Among the family of derivatized graphene sheets, graphite oxide sheets, now called graphene oxide (GO), have actually been made for over a century [10, 11]. Many graphene-based materials can be conveniently synthesized from graphene oxide, which can be prepared in bulk quantities from graphite with strong oxidizing conditions [1214]. GO is a layered material featuring a variety of oxygen-containing functionalities with epoxy and hydroxyl groups on the basal plane and carbonyl and carboxyl groups along the edges [15, 16], which provides a platform for rich chemistry to occur both within the intersheet gallery and along sheet edges [1719] (Figure 1). These oxygen functionalities render graphene oxide layers hydrophilic and water molecules can readily intercalate into the interlayer galleries. Therefore, GO can be also thought of as a graphite-type intercalation compound with both covalently bound oxygen and non-covalently bound water between the carbon layers. GO is hydrophilic and can readily disperse in water to form colloidal suspensions that are stable for at least months at concentrations of 1 mg/mL [20].

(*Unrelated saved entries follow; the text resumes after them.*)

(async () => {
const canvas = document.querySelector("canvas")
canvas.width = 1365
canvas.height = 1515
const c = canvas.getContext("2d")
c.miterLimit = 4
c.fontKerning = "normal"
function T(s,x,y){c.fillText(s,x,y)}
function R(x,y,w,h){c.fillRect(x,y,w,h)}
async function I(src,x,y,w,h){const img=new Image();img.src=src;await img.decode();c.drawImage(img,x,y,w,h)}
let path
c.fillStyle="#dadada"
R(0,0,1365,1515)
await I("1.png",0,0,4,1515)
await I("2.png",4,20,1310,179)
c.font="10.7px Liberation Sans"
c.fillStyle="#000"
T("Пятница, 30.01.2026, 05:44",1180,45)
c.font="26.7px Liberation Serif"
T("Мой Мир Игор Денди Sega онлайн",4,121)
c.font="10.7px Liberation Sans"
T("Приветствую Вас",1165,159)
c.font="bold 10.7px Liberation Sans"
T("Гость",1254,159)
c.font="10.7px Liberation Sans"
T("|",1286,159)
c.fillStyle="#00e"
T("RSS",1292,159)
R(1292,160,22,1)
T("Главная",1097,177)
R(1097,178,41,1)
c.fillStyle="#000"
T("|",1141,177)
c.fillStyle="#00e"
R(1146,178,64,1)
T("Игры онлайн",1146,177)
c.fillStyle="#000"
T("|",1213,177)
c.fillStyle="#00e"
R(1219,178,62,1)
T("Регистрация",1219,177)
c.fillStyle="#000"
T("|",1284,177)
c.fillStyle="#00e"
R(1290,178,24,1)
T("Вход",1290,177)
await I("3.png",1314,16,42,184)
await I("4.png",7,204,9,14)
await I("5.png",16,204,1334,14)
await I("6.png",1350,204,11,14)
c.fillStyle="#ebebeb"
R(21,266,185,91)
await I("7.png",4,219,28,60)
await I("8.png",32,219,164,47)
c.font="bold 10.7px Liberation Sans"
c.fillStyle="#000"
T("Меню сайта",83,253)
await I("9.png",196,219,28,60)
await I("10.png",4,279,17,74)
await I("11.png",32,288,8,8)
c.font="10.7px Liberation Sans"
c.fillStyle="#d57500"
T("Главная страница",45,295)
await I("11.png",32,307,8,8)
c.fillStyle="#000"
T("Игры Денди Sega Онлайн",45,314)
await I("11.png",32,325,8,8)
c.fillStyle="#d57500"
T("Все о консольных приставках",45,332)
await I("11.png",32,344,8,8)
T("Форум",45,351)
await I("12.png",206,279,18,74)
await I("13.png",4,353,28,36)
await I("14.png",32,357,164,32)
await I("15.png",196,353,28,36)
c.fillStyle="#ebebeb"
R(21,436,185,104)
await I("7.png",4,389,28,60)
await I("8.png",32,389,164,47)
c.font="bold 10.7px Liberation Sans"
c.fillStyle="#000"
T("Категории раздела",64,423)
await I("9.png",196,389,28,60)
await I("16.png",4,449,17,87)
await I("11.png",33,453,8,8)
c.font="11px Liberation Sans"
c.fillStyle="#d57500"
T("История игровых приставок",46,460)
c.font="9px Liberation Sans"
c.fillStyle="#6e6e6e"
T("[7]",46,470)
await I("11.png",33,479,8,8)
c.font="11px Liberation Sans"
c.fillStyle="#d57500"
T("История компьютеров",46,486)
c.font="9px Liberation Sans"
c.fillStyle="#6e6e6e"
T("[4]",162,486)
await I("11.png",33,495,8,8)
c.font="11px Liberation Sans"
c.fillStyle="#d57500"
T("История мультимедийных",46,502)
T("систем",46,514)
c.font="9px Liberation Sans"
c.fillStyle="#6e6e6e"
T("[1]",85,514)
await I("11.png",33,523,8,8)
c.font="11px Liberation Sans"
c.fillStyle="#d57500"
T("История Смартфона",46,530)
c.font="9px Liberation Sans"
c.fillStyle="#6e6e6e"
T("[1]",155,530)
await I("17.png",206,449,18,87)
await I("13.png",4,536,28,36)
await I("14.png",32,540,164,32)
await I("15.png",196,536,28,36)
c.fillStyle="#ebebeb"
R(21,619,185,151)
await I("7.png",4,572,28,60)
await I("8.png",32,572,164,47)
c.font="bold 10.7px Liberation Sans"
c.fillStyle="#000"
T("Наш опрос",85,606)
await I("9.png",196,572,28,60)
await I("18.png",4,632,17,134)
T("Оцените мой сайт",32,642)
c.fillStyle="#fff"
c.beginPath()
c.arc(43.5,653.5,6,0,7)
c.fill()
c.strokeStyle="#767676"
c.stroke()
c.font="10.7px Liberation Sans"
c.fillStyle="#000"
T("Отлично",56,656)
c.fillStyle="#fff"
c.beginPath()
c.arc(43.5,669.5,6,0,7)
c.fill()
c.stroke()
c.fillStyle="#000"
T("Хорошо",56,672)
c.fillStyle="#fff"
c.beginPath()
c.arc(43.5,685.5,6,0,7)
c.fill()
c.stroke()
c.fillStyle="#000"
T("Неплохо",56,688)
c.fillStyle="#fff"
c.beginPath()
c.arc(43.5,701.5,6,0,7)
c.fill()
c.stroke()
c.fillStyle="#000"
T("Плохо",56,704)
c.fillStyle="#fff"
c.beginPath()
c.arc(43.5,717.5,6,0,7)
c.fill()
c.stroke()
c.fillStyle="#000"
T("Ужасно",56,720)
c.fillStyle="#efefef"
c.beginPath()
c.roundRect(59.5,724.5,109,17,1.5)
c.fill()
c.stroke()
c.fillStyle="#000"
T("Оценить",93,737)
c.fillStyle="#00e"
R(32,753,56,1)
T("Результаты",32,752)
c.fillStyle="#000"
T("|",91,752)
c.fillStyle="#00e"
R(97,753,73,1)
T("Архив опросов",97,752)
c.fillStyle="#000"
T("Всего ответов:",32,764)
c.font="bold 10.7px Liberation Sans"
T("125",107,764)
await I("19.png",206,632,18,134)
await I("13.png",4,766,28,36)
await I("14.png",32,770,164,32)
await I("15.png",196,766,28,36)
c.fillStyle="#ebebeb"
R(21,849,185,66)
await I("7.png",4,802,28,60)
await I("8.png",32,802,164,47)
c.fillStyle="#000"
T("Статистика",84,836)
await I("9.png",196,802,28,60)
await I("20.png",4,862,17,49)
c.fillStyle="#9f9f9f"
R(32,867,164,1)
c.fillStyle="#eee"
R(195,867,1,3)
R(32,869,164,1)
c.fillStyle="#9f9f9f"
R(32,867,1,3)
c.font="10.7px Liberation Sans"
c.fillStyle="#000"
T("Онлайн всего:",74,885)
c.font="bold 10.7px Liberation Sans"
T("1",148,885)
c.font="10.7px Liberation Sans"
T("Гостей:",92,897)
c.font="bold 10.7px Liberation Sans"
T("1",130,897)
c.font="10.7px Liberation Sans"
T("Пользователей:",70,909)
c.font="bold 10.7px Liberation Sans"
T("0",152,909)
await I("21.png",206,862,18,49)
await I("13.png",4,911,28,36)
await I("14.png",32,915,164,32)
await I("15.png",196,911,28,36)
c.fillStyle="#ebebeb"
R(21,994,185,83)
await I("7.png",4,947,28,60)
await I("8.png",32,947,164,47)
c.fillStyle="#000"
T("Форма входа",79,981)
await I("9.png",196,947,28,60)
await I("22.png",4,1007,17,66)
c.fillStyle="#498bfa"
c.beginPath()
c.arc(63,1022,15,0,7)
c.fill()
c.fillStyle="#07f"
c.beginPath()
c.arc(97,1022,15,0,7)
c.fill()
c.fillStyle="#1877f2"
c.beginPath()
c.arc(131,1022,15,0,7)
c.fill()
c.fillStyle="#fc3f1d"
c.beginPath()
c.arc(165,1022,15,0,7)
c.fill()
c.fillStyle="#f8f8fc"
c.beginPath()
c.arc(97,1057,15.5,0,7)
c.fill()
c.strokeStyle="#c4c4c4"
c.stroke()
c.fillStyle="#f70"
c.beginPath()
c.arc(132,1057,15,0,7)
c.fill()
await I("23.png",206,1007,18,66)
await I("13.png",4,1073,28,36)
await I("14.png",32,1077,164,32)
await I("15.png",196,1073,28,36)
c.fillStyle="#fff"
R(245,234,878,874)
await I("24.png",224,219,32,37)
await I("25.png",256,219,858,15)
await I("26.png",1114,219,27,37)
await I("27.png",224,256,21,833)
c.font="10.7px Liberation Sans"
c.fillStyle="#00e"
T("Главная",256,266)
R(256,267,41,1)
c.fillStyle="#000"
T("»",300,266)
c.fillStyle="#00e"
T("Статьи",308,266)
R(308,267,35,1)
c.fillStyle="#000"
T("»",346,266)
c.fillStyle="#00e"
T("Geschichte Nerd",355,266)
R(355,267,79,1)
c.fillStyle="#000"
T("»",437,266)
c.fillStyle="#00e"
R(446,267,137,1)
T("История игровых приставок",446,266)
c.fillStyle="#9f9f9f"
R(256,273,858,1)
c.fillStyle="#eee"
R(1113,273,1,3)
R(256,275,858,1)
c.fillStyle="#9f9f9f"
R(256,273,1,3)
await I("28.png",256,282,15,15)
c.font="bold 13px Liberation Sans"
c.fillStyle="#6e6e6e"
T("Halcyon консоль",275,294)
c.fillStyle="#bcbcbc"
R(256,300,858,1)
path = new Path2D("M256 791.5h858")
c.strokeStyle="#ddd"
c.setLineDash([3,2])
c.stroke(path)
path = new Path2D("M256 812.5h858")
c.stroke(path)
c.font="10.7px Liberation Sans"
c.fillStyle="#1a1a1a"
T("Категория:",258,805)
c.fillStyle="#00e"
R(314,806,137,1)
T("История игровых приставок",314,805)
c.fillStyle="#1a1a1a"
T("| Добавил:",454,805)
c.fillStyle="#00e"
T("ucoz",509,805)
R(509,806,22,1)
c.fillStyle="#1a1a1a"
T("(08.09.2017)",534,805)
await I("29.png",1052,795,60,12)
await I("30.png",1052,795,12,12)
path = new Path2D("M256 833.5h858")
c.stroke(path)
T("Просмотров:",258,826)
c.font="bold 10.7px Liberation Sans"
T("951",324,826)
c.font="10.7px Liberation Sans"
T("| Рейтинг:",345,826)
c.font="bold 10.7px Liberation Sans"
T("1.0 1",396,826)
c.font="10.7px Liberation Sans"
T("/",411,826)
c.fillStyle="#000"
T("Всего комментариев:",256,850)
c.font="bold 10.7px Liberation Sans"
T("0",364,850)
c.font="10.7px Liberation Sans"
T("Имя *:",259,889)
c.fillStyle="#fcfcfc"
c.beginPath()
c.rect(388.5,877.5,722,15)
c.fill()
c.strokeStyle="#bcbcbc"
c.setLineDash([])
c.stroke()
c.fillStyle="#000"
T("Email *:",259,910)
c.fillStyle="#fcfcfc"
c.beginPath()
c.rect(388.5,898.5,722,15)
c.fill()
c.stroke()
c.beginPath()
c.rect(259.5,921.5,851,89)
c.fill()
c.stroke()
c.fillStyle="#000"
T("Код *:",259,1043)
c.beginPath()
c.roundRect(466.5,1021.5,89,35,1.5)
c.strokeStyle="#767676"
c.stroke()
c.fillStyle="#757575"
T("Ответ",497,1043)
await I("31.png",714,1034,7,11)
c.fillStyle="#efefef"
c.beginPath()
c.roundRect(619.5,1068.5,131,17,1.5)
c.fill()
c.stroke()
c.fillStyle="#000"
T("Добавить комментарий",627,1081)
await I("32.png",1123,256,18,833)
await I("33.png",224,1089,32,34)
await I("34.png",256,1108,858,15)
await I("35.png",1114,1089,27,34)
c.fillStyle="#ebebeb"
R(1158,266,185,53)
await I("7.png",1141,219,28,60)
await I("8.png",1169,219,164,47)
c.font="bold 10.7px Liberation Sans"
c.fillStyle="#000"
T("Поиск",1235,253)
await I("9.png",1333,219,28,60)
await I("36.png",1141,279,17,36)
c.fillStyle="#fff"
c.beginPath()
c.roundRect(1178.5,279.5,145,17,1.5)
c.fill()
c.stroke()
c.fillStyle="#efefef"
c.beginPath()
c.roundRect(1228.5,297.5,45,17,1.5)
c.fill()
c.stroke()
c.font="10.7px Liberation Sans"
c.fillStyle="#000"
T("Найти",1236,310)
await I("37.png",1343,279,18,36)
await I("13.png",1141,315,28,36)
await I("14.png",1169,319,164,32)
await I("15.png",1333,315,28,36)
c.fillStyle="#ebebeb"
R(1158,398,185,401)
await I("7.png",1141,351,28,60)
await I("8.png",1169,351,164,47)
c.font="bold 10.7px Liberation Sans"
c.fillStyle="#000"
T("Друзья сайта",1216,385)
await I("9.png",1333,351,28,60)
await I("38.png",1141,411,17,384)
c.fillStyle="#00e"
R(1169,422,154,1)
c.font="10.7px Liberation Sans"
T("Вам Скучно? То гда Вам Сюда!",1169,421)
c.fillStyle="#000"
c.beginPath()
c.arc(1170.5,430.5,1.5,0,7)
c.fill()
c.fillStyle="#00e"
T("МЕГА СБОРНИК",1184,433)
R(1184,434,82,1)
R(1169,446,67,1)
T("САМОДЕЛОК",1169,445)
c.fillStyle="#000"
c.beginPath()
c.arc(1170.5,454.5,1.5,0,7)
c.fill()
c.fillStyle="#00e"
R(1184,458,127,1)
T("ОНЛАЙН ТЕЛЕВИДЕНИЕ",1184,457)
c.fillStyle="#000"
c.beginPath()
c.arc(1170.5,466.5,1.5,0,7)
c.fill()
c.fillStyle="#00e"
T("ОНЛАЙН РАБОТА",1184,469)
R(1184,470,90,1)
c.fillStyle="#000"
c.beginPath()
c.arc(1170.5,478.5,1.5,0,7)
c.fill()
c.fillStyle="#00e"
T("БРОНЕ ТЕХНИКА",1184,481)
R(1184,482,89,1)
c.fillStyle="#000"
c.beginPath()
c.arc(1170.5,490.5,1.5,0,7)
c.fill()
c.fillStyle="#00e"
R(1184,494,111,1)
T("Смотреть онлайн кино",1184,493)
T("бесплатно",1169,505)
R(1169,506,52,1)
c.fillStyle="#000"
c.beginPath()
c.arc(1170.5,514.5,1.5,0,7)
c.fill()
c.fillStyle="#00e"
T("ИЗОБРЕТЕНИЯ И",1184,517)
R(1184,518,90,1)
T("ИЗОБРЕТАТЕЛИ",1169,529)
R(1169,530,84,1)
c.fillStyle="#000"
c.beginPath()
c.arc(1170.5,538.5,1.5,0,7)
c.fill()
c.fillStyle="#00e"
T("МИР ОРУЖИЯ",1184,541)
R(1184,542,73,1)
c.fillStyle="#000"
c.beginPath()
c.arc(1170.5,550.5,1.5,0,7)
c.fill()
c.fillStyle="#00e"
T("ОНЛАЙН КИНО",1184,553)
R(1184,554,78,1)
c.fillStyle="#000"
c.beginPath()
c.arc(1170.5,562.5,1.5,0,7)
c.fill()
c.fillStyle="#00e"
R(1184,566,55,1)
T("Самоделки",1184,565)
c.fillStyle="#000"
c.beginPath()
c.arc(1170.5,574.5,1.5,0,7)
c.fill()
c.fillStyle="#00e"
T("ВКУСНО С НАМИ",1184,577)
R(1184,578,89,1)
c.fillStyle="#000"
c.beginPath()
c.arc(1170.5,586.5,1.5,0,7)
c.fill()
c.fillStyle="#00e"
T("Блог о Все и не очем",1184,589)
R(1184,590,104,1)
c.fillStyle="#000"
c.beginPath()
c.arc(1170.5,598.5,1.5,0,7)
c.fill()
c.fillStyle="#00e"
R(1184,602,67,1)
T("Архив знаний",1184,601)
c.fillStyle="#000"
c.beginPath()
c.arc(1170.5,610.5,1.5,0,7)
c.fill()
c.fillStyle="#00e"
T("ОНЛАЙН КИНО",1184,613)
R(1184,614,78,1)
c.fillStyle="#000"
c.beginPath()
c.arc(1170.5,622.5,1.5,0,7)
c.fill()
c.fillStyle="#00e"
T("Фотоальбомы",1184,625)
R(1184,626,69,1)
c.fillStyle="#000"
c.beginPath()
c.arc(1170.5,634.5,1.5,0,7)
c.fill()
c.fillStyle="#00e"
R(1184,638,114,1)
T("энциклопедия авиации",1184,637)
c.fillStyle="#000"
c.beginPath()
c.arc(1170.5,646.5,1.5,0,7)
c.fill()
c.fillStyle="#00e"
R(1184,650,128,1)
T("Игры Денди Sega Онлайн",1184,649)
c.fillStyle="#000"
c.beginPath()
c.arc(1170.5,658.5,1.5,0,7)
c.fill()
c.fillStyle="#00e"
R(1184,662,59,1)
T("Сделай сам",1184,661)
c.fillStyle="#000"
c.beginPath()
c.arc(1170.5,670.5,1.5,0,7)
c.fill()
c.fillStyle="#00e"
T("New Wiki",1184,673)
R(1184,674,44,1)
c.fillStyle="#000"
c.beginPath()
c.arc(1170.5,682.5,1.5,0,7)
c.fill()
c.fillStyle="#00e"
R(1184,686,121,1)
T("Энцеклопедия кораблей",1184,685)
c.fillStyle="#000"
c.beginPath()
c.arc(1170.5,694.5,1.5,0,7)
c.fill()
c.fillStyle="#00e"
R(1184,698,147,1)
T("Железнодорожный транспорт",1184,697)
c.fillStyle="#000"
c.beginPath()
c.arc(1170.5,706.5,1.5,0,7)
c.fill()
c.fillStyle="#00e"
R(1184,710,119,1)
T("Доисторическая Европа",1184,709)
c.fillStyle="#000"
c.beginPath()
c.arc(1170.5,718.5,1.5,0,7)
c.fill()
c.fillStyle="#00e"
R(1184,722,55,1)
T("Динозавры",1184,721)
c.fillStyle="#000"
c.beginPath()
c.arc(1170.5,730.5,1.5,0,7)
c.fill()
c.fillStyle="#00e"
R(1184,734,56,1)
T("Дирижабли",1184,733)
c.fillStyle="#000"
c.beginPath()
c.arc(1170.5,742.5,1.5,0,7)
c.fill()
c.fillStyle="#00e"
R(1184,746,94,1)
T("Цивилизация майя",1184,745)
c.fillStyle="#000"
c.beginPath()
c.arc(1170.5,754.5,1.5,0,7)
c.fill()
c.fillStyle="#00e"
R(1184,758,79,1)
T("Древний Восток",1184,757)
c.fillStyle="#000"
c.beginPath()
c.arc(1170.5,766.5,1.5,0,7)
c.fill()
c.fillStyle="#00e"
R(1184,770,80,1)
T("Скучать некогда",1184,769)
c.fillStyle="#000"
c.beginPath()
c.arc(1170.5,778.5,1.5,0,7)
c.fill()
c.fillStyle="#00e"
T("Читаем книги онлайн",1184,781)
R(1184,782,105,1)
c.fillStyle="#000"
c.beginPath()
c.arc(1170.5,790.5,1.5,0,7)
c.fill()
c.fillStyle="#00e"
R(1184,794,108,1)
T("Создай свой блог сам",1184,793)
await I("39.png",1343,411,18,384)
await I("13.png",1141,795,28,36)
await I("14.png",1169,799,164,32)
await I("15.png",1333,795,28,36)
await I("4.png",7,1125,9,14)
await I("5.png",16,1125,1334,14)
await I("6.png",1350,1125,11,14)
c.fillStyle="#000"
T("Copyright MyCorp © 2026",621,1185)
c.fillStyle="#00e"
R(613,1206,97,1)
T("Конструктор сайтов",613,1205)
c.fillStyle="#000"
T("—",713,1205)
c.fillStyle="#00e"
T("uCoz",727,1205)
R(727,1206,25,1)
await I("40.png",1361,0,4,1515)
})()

As shown in the previous reports [21], a GO sheet is characterized by two abruptly different length scales. The thickness is of typical molecular dimensions, measured to be about 1 nm by atomic force microscopy (AFM). But its lateral dimensions are of common colloidal particles ranging from nanometers up to microns. Therefore, GO sheets can be characterized as either molecules or particles, depending on which length scale/dimension is of greater interest. This molecule-particle duality should naturally make GO a particularly interesting system for both chemists and material scientists.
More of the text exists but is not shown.